“It’s so low it’s a joke,” Mr. Crane said. “At that yield, it would take more than 1,000 years to double your money.”
This microscopic rate of return is part of the continuing fallout of the financial crisis — a consequence of the very loose monetary policy of the Federal Reserve and other central banks. They have held their benchmark short-term rates at rock-bottom levels while using unorthodox methods, known as “quantitative easing,” to restore the health of the global financial system.
There are many indications that this herculean intervention has been working. In the bond market, though short-term interest rates are still hovering near zero, longer-term rates have been on an upward trajectory since late November. In part, this may be a healthy sign, suggesting that the economy is recovering. But it has also created a very unusual situation for financial markets, and it poses some tricky problems for savers, investors and home buyers.

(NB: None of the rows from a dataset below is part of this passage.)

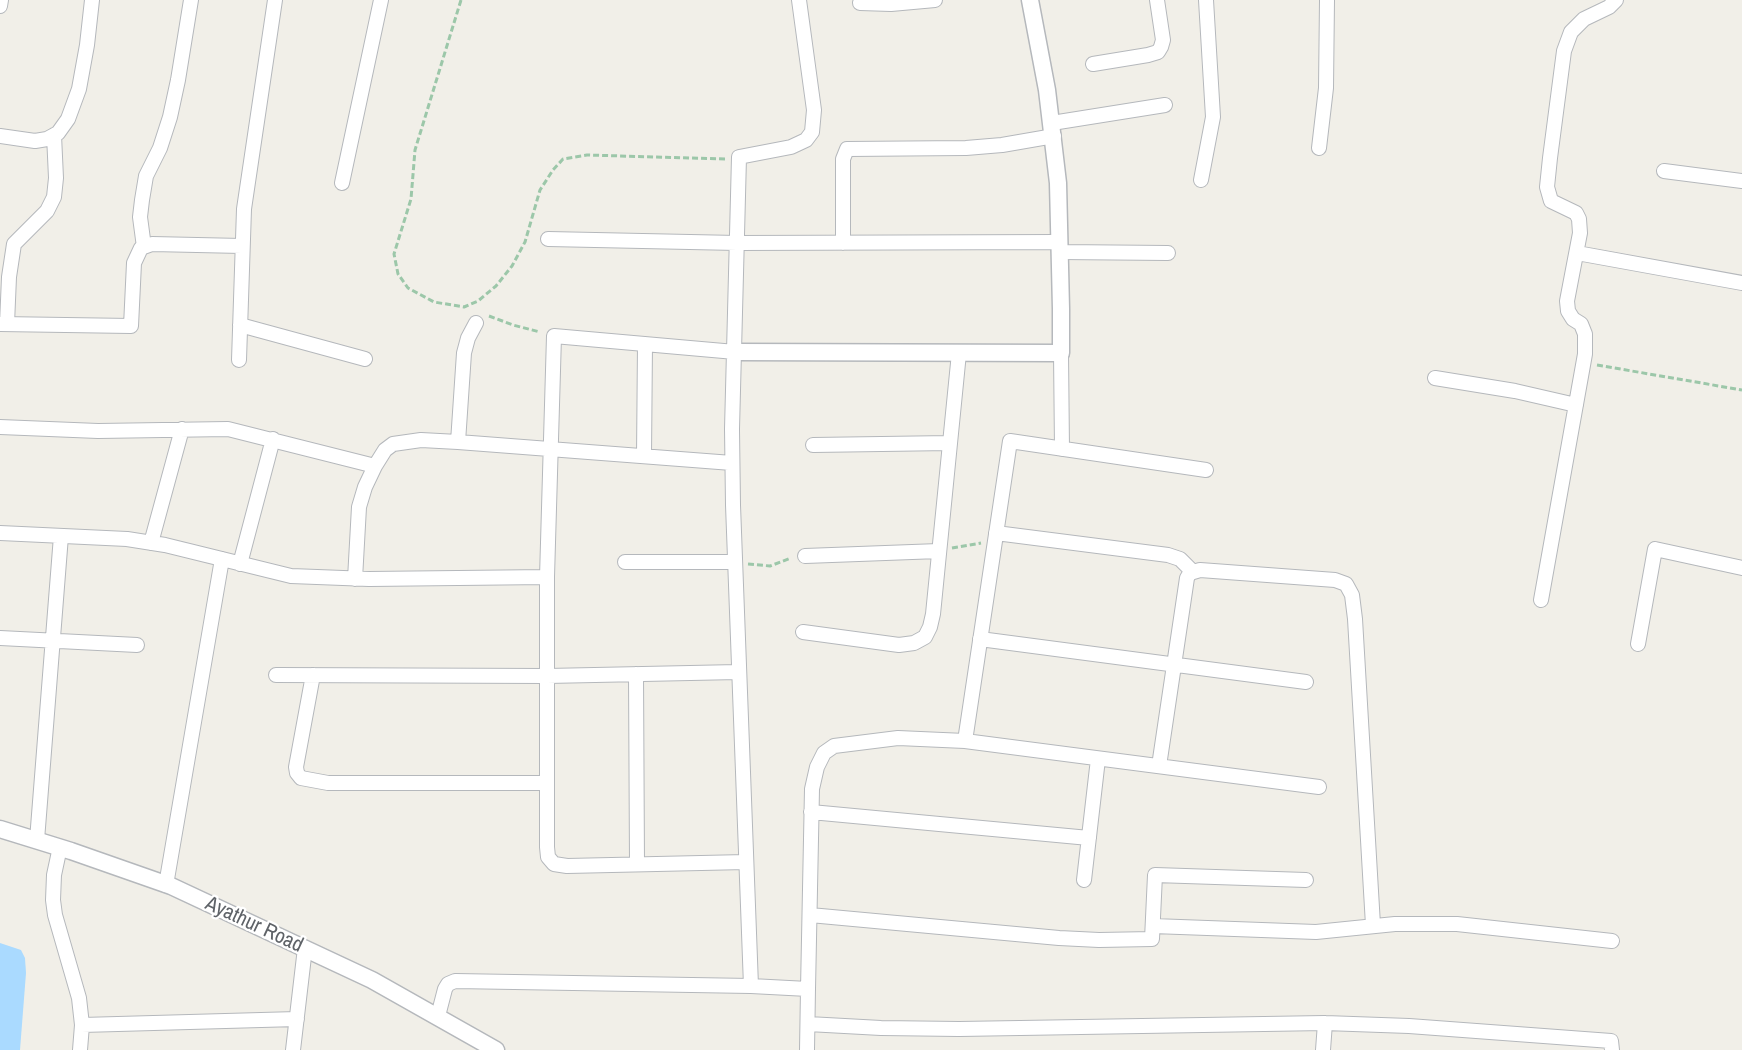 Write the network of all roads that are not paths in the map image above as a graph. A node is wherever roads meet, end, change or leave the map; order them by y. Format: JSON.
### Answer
{"nodes":[{"id":1,"x":2,"y":0,"type":"edge"},
{"id":2,"x":92,"y":0,"type":"edge"},
{"id":3,"x":190,"y":0,"type":"edge"},
{"id":4,"x":275,"y":0,"type":"edge"},
{"id":5,"x":381,"y":0,"type":"edge"},
{"id":6,"x":799,"y":0,"type":"edge"},
{"id":7,"x":936,"y":0,"type":"edge"},
{"id":8,"x":1030,"y":0,"type":"edge"},
{"id":9,"x":1157,"y":0,"type":"edge"},
{"id":10,"x":1206,"y":0,"type":"edge"},
{"id":11,"x":1327,"y":0,"type":"edge"},
{"id":12,"x":1616,"y":0,"type":"edge"},
{"id":13,"x":860,"y":3,"type":"dead end"},
{"id":14,"x":0,"y":6,"type":"edge"},
{"id":15,"x":1093,"y":64,"type":"dead end"},
{"id":16,"x":1165,"y":105,"type":"dead end"},
{"id":17,"x":1053,"y":129,"type":"junction"},
{"id":18,"x":54,"y":135,"type":"junction"},
{"id":19,"x":0,"y":136,"type":"edge"},
{"id":20,"x":1318,"y":148,"type":"dead end"},
{"id":21,"x":1664,"y":171,"type":"dead end"},
{"id":22,"x":1201,"y":180,"type":"dead end"},
{"id":23,"x":1742,"y":181,"type":"edge"},
{"id":24,"x":342,"y":183,"type":"dead end"},
{"id":25,"x":548,"y":239,"type":"dead end"},
{"id":26,"x":0,"y":240,"type":"edge"},
{"id":27,"x":737,"y":243,"type":"junction"},
{"id":28,"x":843,"y":243,"type":"junction"},
{"id":29,"x":15,"y":244,"type":"junction"},
{"id":30,"x":242,"y":246,"type":"junction"},
{"id":31,"x":144,"y":247,"type":"junction"},
{"id":32,"x":1059,"y":247,"type":"junction"},
{"id":33,"x":1168,"y":254,"type":"dead end"},
{"id":34,"x":1577,"y":254,"type":"junction"},
{"id":35,"x":1742,"y":283,"type":"edge"},
{"id":36,"x":479,"y":318,"type":"road end"},
{"id":37,"x":4,"y":324,"type":"edge"},
{"id":38,"x":240,"y":325,"type":"junction"},
{"id":39,"x":645,"y":344,"type":"junction"},
{"id":40,"x":735,"y":352,"type":"junction"},
{"id":41,"x":958,"y":353,"type":"junction"},
{"id":42,"x":1060,"y":353,"type":"junction"},
{"id":43,"x":365,"y":359,"type":"dead end"},
{"id":44,"x":239,"y":360,"type":"dead end"},
{"id":45,"x":1435,"y":378,"type":"dead end"},
{"id":46,"x":1576,"y":405,"type":"junction"},
{"id":47,"x":0,"y":428,"type":"edge"},
{"id":48,"x":182,"y":429,"type":"junction"},
{"id":49,"x":273,"y":439,"type":"junction"},
{"id":50,"x":458,"y":442,"type":"junction"},
{"id":51,"x":950,"y":443,"type":"junction"},
{"id":52,"x":813,"y":445,"type":"dead end"},
{"id":53,"x":552,"y":449,"type":"junction"},
{"id":54,"x":1062,"y":449,"type":"junction"},
{"id":55,"x":644,"y":456,"type":"junction"},
{"id":56,"x":732,"y":463,"type":"junction"},
{"id":57,"x":375,"y":466,"type":"junction"},
{"id":58,"x":1206,"y":470,"type":"dead end"},
{"id":59,"x":0,"y":533,"type":"edge"},
{"id":60,"x":61,"y":536,"type":"junction"},
{"id":61,"x":995,"y":538,"type":"junction"},
{"id":62,"x":151,"y":543,"type":"junction"},
{"id":63,"x":939,"y":551,"type":"junction"},
{"id":64,"x":805,"y":555,"type":"road end"},
{"id":65,"x":222,"y":559,"type":"junction"},
{"id":66,"x":625,"y":562,"type":"dead end"},
{"id":67,"x":734,"y":562,"type":"junction"},
{"id":68,"x":240,"y":564,"type":"junction"},
{"id":69,"x":1742,"y":568,"type":"edge"},
{"id":70,"x":1193,"y":572,"type":"junction"},
{"id":71,"x":547,"y":577,"type":"junction"},
{"id":72,"x":355,"y":579,"type":"junction"},
{"id":73,"x":1541,"y":600,"type":"dead end"},
{"id":74,"x":803,"y":632,"type":"dead end"},
{"id":75,"x":0,"y":638,"type":"edge"},
{"id":76,"x":980,"y":639,"type":"junction"},
{"id":77,"x":52,"y":640,"type":"junction"},
{"id":78,"x":1638,"y":644,"type":"dead end"},
{"id":79,"x":137,"y":645,"type":"dead end"},
{"id":80,"x":1174,"y":664,"type":"junction"},
{"id":81,"x":738,"y":672,"type":"junction"},
{"id":82,"x":636,"y":674,"type":"junction"},
{"id":83,"x":276,"y":675,"type":"dead end"},
{"id":84,"x":313,"y":675,"type":"junction"},
{"id":85,"x":547,"y":676,"type":"junction"},
{"id":86,"x":1306,"y":682,"type":"dead end"},
{"id":87,"x":965,"y":741,"type":"junction"},
{"id":88,"x":1098,"y":759,"type":"junction"},
{"id":89,"x":1159,"y":766,"type":"junction"},
{"id":90,"x":547,"y":783,"type":"junction"},
{"id":91,"x":1318,"y":787,"type":"dead end"},
{"id":92,"x":811,"y":812,"type":"junction"},
{"id":93,"x":0,"y":829,"type":"edge"},
{"id":94,"x":1089,"y":838,"type":"junction"},
{"id":95,"x":37,"y":840,"type":"junction"},
{"id":96,"x":60,"y":847,"type":"junction"},
{"id":97,"x":746,"y":862,"type":"junction"},
{"id":98,"x":637,"y":864,"type":"junction"},
{"id":99,"x":1084,"y":880,"type":"dead end"},
{"id":100,"x":1306,"y":880,"type":"dead end"},
{"id":101,"x":166,"y":885,"type":"junction"},
{"id":102,"x":810,"y":915,"type":"junction"},
{"id":103,"x":1373,"y":925,"type":"junction"},
{"id":104,"x":1153,"y":926,"type":"junction"},
{"id":105,"x":1612,"y":940,"type":"dead end"},
{"id":106,"x":305,"y":948,"type":"junction"},
{"id":107,"x":751,"y":986,"type":"junction"},
{"id":108,"x":808,"y":989,"type":"junction"},
{"id":109,"x":438,"y":1016,"type":"junction"},
{"id":110,"x":297,"y":1019,"type":"junction"},
{"id":111,"x":1324,"y":1023,"type":"junction"},
{"id":112,"x":808,"y":1024,"type":"junction"},
{"id":113,"x":82,"y":1025,"type":"junction"},
{"id":114,"x":80,"y":1050,"type":"edge"},
{"id":115,"x":293,"y":1050,"type":"edge"},
{"id":116,"x":496,"y":1050,"type":"edge"},
{"id":117,"x":807,"y":1050,"type":"edge"},
{"id":118,"x":1323,"y":1050,"type":"edge"},
{"id":119,"x":1612,"y":1050,"type":"edge"}],
"edges":[{"from":1,"to":14,"type":"street"},
{"from":2,"to":18,"type":"street"},
{"from":3,"to":31,"type":"street"},
{"from":4,"to":30,"type":"street"},
{"from":5,"to":24,"type":"street"},
{"from":6,"to":27,"type":"street"},
{"from":7,"to":13,"type":"street"},
{"from":8,"to":17,"type":"street"},
{"from":9,"to":15,"type":"street"},
{"from":10,"to":22,"type":"street"},
{"from":11,"to":20,"type":"street"},
{"from":12,"to":34,"type":"street"},
{"from":16,"to":17,"type":"street"},
{"from":17,"to":28,"type":"street"},
{"from":17,"to":32,"type":"street"},
{"from":18,"to":19,"type":"street"},
{"from":18,"to":29,"type":"street"},
{"from":21,"to":23,"type":"street"},
{"from":25,"to":27,"type":"street"},
{"from":26,"to":29,"type":"street"},
{"from":27,"to":28,"type":"street"},
{"from":27,"to":40,"type":"street"},
{"from":28,"to":32,"type":"street"},
{"from":29,"to":37,"type":"street"},
{"from":30,"to":31,"type":"street"},
{"from":30,"to":38,"type":"street"},
{"from":31,"to":37,"type":"street"},
{"from":32,"to":33,"type":"street"},
{"from":32,"to":42,"type":"street"},
{"from":34,"to":35,"type":"street"},
{"from":34,"to":46,"type":"street"},
{"from":36,"to":50,"type":"street"},
{"from":38,"to":43,"type":"street"},
{"from":38,"to":44,"type":"street"},
{"from":39,"to":40,"type":"street"},
{"from":39,"to":53,"type":"street"},
{"from":39,"to":55,"type":"street"},
{"from":40,"to":41,"type":"street"},
{"from":40,"to":56,"type":"street"},
{"from":41,"to":42,"type":"street"},
{"from":41,"to":51,"type":"street"},
{"from":42,"to":54,"type":"street"},
{"from":45,"to":46,"type":"street"},
{"from":46,"to":73,"type":"street"},
{"from":47,"to":48,"type":"street"},
{"from":48,"to":49,"type":"street"},
{"from":48,"to":62,"type":"street"},
{"from":49,"to":57,"type":"street"},
{"from":49,"to":68,"type":"street"},
{"from":50,"to":53,"type":"street"},
{"from":50,"to":57,"type":"street"},
{"from":51,"to":52,"type":"street"},
{"from":51,"to":63,"type":"street"},
{"from":53,"to":55,"type":"street"},
{"from":53,"to":71,"type":"street"},
{"from":54,"to":58,"type":"street"},
{"from":54,"to":61,"type":"street"},
{"from":55,"to":56,"type":"street"},
{"from":56,"to":67,"type":"street"},
{"from":57,"to":72,"type":"street"},
{"from":59,"to":60,"type":"street"},
{"from":60,"to":62,"type":"street"},
{"from":60,"to":77,"type":"street"},
{"from":61,"to":70,"type":"street"},
{"from":61,"to":76,"type":"street"},
{"from":62,"to":65,"type":"street"},
{"from":63,"to":64,"type":"street"},
{"from":63,"to":74,"type":"street"},
{"from":65,"to":68,"type":"street"},
{"from":65,"to":101,"type":"street"},
{"from":66,"to":67,"type":"street"},
{"from":67,"to":81,"type":"street"},
{"from":68,"to":72,"type":"street"},
{"from":69,"to":78,"type":"street"},
{"from":70,"to":80,"type":"street"},
{"from":70,"to":103,"type":"street"},
{"from":71,"to":72,"type":"street"},
{"from":71,"to":85,"type":"street"},
{"from":75,"to":77,"type":"street"},
{"from":76,"to":80,"type":"street"},
{"from":76,"to":87,"type":"street"},
{"from":77,"to":79,"type":"street"},
{"from":77,"to":95,"type":"street"},
{"from":80,"to":86,"type":"street"},
{"from":80,"to":89,"type":"street"},
{"from":81,"to":82,"type":"street"},
{"from":81,"to":97,"type":"street"},
{"from":82,"to":85,"type":"street"},
{"from":82,"to":98,"type":"street"},
{"from":83,"to":84,"type":"street"},
{"from":84,"to":85,"type":"street"},
{"from":84,"to":90,"type":"street"},
{"from":85,"to":90,"type":"street"},
{"from":87,"to":88,"type":"street"},
{"from":87,"to":92,"type":"street"},
{"from":88,"to":89,"type":"street"},
{"from":88,"to":94,"type":"street"},
{"from":89,"to":91,"type":"street"},
{"from":90,"to":98,"type":"street"},
{"from":92,"to":94,"type":"street"},
{"from":92,"to":102,"type":"street"},
{"from":93,"to":95,"type":"street","name":"Ayathur Road"},
{"from":94,"to":99,"type":"street"},
{"from":95,"to":96,"type":"street","name":"Ayathur Road"},
{"from":96,"to":101,"type":"street","name":"Ayathur Road"},
{"from":96,"to":113,"type":"street"},
{"from":97,"to":98,"type":"street"},
{"from":97,"to":107,"type":"street"},
{"from":100,"to":104,"type":"street"},
{"from":101,"to":106,"type":"street","name":"Ayathur Road"},
{"from":102,"to":104,"type":"street"},
{"from":102,"to":108,"type":"street"},
{"from":103,"to":104,"type":"street"},
{"from":103,"to":105,"type":"street"},
{"from":106,"to":109,"type":"street","name":"Ayathur Road"},
{"from":106,"to":110,"type":"street"},
{"from":107,"to":108,"type":"street"},
{"from":107,"to":109,"type":"street"},
{"from":108,"to":112,"type":"street"},
{"from":109,"to":116,"type":"street","name":"Ayathur Road"},
{"from":110,"to":113,"type":"street"},
{"from":110,"to":115,"type":"street"},
{"from":111,"to":112,"type":"street"},
{"from":111,"to":118,"type":"street"},
{"from":111,"to":119,"type":"street"},
{"from":112,"to":117,"type":"street"},
{"from":113,"to":114,"type":"street"}]}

First, how unusual is the current array of interest rates?
William H. Gross, the co-chief investment officer of the Pacific Investment Management Company, or Pimco, the world’s biggest bond manager, says the gap between short- and long-term rates has rarely been greater. Translated into the parlance of the bond market, the “yield curve” has seldom been steeper.
“If you go back in history and look not just in the United States but in global fixed-income markets for several centuries,” Mr. Gross said, you will rarely find a greater disparity between short- and long-term rates.
For investors, this can create some hard-to-resist temptations.
People who have been holding cash in money market funds or in bank certificates of deposit, for example, may be yearning to buy longer-term bonds instead. United States Treasury bonds with 30-year maturities, for example, yield about 4.5 percent; 10-year Treasuries yield about 3.8 percent. These rates are modest by historical standards but are much more attractive than the negligible yields available in the money markets.
Watch out, though. Liquidating investments that pay almost nothing in order to shift to long-term bonds that pay substantially more may not make sense right now, said Robert F. Auwaerter, the head of fixed-income investing at the Vanguard Group.
“Right now, investors need to be thinking about interest-rate risk,” he said. The problem is that interest rates — at both the short and the long ends of the yield curve — are likely to rise this year if the economy keeps expanding.
When bond yields rise, their prices fall. The effect is magnified for longer-term securities, so a 30-year Treasury bond would fall in value much more sharply than, say, a six-month Treasury bill. A money market fund would benefit as interest rates rise.